WHAT IS NEEDED: Tally up the lines below with "value" in them. Answer with the number only.

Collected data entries
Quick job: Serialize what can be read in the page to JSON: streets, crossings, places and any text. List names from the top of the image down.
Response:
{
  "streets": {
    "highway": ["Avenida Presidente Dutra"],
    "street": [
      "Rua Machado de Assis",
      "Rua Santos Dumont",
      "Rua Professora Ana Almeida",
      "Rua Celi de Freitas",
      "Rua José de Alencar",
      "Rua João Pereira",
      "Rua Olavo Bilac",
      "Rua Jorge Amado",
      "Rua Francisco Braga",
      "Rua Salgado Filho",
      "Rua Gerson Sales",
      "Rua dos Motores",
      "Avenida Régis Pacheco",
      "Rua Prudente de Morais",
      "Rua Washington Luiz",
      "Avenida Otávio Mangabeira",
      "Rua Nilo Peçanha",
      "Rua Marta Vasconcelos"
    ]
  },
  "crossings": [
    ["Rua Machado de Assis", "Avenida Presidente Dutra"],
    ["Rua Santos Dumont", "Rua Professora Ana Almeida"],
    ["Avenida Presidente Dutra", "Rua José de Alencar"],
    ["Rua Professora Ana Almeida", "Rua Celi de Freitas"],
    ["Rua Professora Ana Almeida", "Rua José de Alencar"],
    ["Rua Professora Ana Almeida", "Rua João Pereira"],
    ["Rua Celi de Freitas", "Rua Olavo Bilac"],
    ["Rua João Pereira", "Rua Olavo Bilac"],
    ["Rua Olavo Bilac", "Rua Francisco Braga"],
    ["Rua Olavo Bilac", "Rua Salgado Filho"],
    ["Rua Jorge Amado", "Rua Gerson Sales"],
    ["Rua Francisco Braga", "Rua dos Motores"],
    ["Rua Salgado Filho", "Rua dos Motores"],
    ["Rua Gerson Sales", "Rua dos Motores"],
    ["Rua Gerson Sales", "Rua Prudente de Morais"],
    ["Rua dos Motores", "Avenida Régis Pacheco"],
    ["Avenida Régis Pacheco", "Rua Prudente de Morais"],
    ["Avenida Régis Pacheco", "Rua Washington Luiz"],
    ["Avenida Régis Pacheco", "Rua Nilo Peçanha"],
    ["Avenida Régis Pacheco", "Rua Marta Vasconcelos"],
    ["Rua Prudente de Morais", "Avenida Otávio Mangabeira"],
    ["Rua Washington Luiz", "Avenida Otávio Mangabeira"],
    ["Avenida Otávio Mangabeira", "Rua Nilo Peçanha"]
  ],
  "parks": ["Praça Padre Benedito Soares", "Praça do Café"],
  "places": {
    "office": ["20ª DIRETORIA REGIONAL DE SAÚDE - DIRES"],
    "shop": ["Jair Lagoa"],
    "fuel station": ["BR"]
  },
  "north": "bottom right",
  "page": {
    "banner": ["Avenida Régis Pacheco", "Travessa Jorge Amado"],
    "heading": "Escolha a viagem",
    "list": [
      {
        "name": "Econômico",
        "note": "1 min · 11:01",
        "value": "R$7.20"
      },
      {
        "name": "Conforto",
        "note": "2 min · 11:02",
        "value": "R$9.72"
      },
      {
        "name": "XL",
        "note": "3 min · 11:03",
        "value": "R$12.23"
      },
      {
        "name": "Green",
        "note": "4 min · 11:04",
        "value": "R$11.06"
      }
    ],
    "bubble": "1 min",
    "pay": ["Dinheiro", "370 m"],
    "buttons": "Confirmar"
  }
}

RESULT FOR THIS TASK: 4